第4話 時雨のときその2

「てかお前、この前のテスト赤点だらけだったろ。留年するぞ」

景宗はいつもどのテストも90点台で赤点など全く関わりがない。

景宗は正直小百合をバカにしていた。

こいつは、頭も悪ければ授業にも出ないし、ダメだなもう。割といい高校に入れたとしても、そこそこの大学に入って卒業しなければいい会社には入れない。こいつはもう負け組だな。そこら辺にはって出てくるナメクジと一緒だ。そう思っていた。

「こちら、アイスティーとオレンジジュースになります」

店員が商品を持ってくると、雨はますます勢いをました。たたた、と屋根を叩く雨音はどこか忙しく、景宗をイラつかせた。
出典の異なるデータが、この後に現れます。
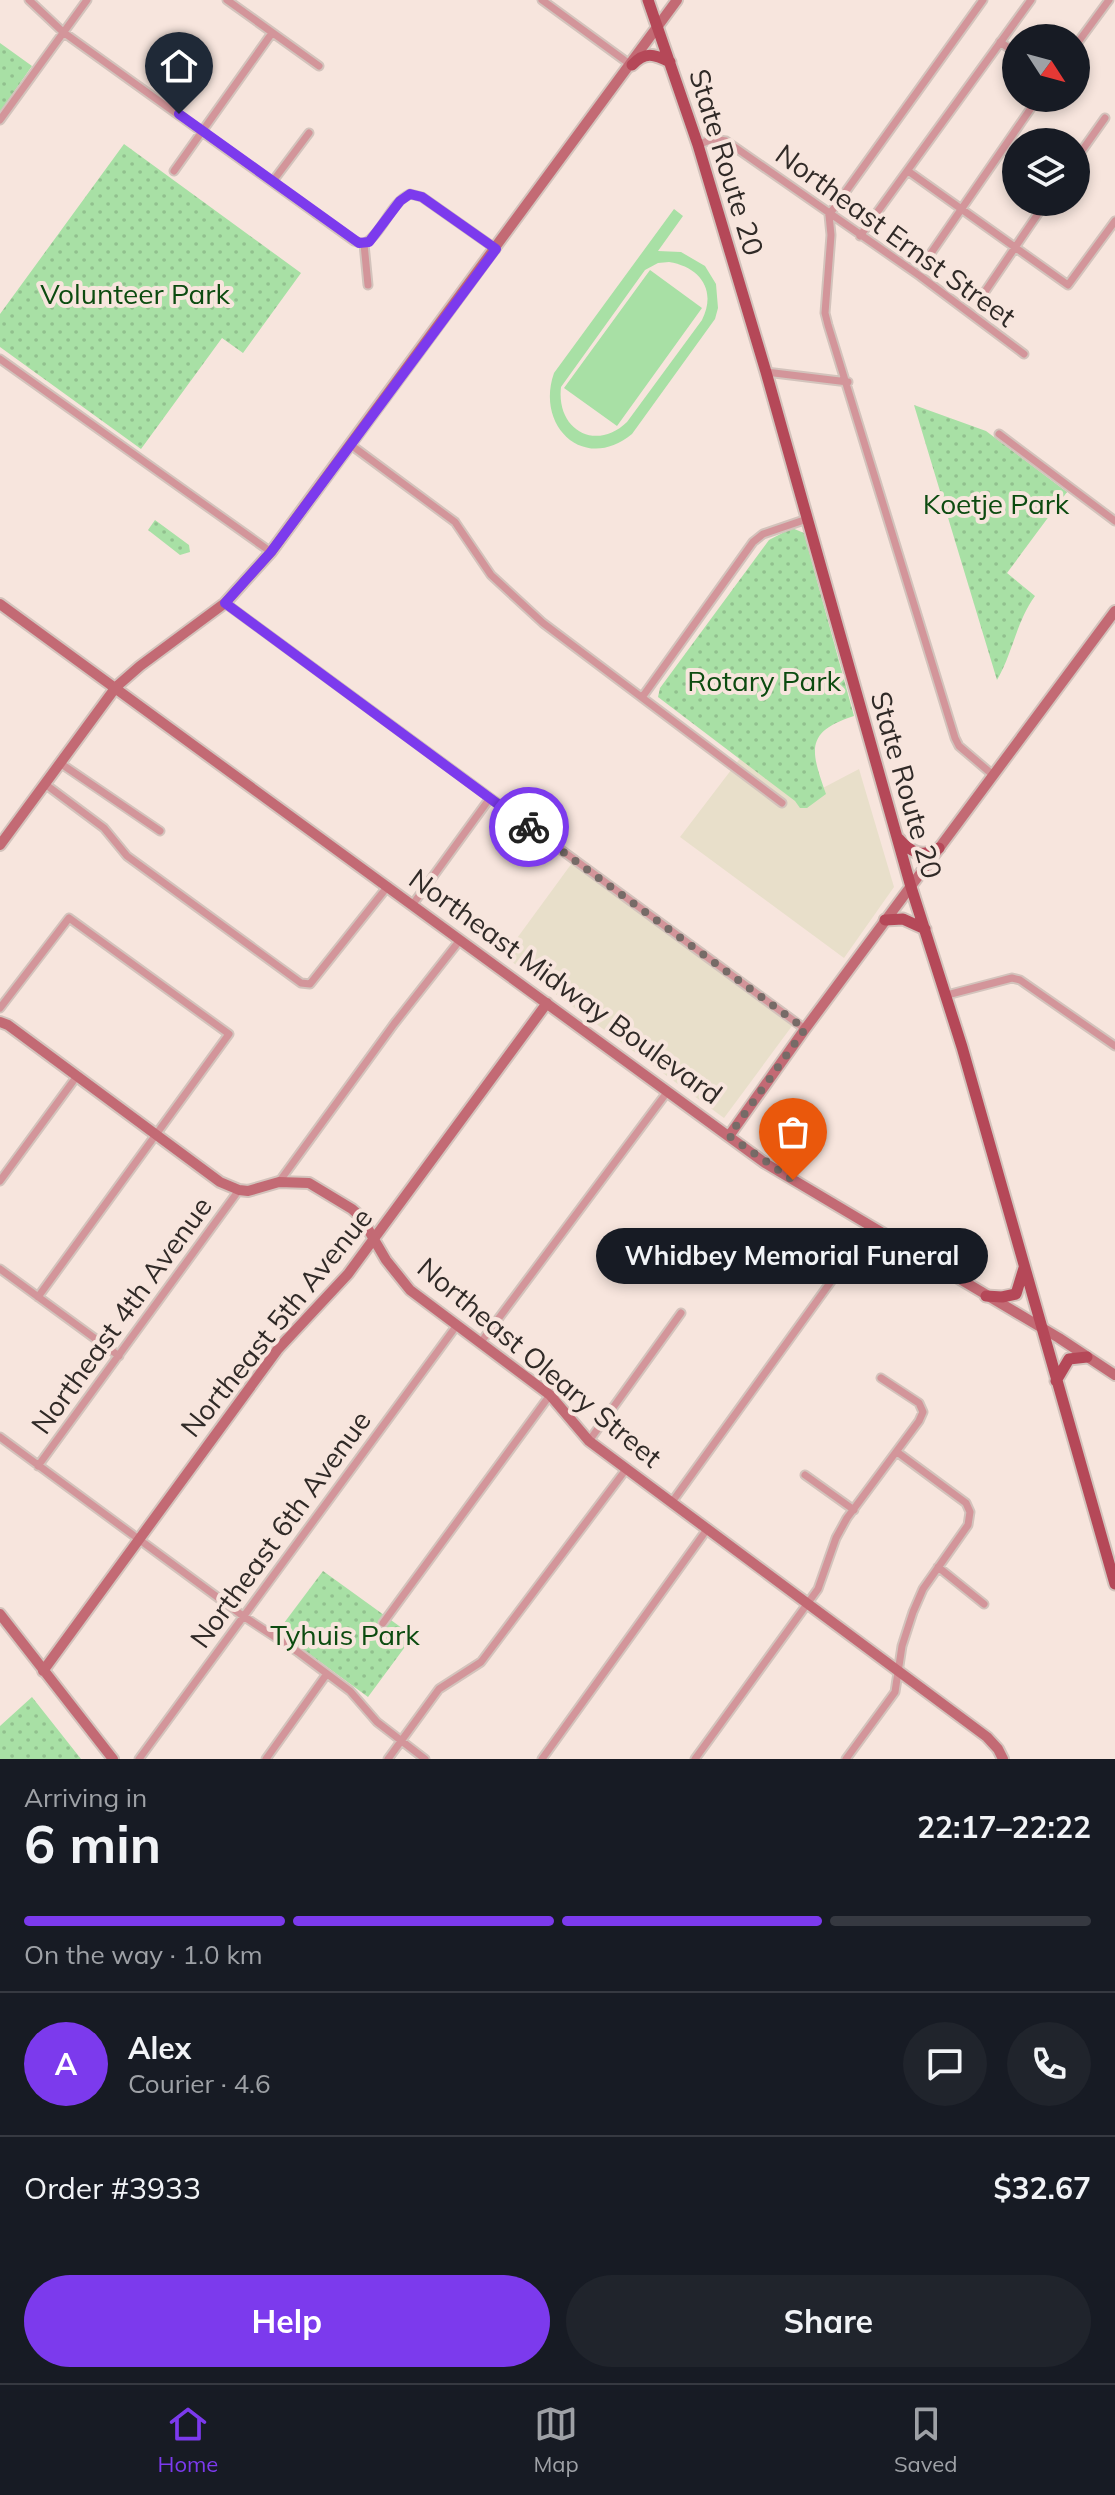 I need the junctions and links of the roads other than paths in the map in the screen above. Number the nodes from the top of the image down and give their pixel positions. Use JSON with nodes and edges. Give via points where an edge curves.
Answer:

「景宗、LINE交換しようよ。うち、景宗のLINE知りたいんだよねー」

「やだよ、どうせ宿題見せてとか言ってくるんだろ。見せてやらねーよ」

「違うよ……」

小百合は押し黙ってしまった。顔が急に紅潮して、涙目になって俯いてしまった。

「なんだよ……。なんかあるなら言えよ」

景宗はバカとは関わりたくねーと思ってしまっていた。ただ、急に泣き出しそうな小百合を見るとなんだか情が湧いてしまって困った。泣き顔がいやに綺麗だったからだ。
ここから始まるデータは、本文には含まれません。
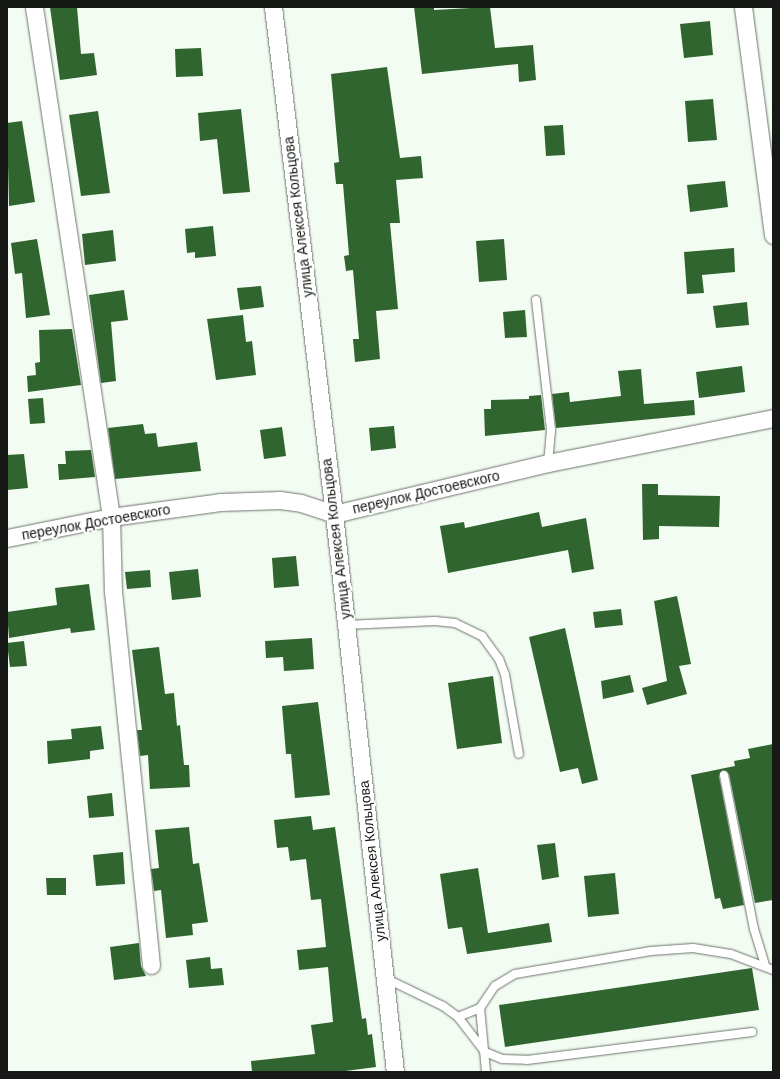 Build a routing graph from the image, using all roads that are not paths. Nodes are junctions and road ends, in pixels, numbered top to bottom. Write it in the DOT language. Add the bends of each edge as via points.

「お前さ、なんであんなに授業中うるさいわけ?人の迷惑考えてない?」

出てきた言葉は何故か冷たいものだった。これは景宗の予想していたものとは違った。

「うち、うるさいの?……ごめん……」

泣きながら、泣きじゃくりながら、ただひたすら「ごめん」を繰り返す小百合になんだかさらに困らせられて、景宗も俯いてしまった。

景宗はとりあえず、小百合を落ち着かせようと決めて、顔を上げ、ハンカチを取り出した。

「ごめんよ、俺こそ。ほら、泣くんじゃねーよ」

涙を拭っていくと、不思議と小百合は落ち着いて、逆に笑顔になった。

「へへ」

「なんで、笑うんだよ。訳分かんねーよ」

雨が少し落ち着いてきた。

「異常気象、異常気象言われてるけど、俺らは異常気象しか知らねーんだよなー」

景宗は何とか小百合の気を紛らわそうとして、そんな言葉を言った。

「そうだね、うちはバカだからよく分かんないけど、昔からずっと雨はいっぱい降るものだよねー」

「能天気だな、お前は」

「景宗って難しいこと考えてるんだね。へへ」

「なんで笑ってんだよ……」

景宗は小百合がよく分からなかったが、笑った顔が、すごく大人びていて色っぽく、不覚にもドキリとしてしまった。景宗にとっては、うるさい存在でしか無かった小百合をなんだかもっと知りたくなってしまった。

「お前、放課後とか休みの日とかなにしてんの?」

「うーん、動画みたりインスタしたりしてる。でも、うちの家両親忙しいから弟とか妹の面倒見ないといけないんだよね」

「何人兄弟なん?」

「5人だよ。うち、弟、妹、弟、妹」

「すげえな多いじゃん」

「みんな歳離れてるから、ちっちゃくて可愛いよ。でも大変なんだよね……。だから、友達とも遊べないから授業中しかだべれない……」

「そっか」

なんだか、景宗は分かってなかったと思った。小百合には小百合の事情があるんだ。こいつのことテストの点数でしか見てなかったし、金髪だし、ツインテールだし、パリピのギャルだとしか思ってなかったけど、こいつ悪いやつじゃねーんだ。そう思った。

「おれは一人っ子だからよ、兄弟とか羨ましいわ」

景宗はなんだかドギマギしながら、窓の方を向いてそう言った。

小百合は顔を煌めかせて、

「うん!みんなうるさいけど楽しいよ!」

と、笑った。

「うちの兄弟の写真見る?」

そう言って見せてもらった写真は、まだあどけない子どもたちが無邪気な顔して笑ってる写真で、どの子も純粋な可愛さを振りまいていた。

「可愛いじゃん」

景宗は肘をついて、手に顎を乗せてそっぽ向いて言った。

「でしょー!みんな可愛いんだぁ」

小百合はずっとキラキラしているように見えた。

景宗は自分のスマホを取りだし、LINEのQRコードを見せた。

「俺の」

「え、交換してくれんの?嬉しい!」

「宿題はみせねーから」


雨があがった、ような気がした。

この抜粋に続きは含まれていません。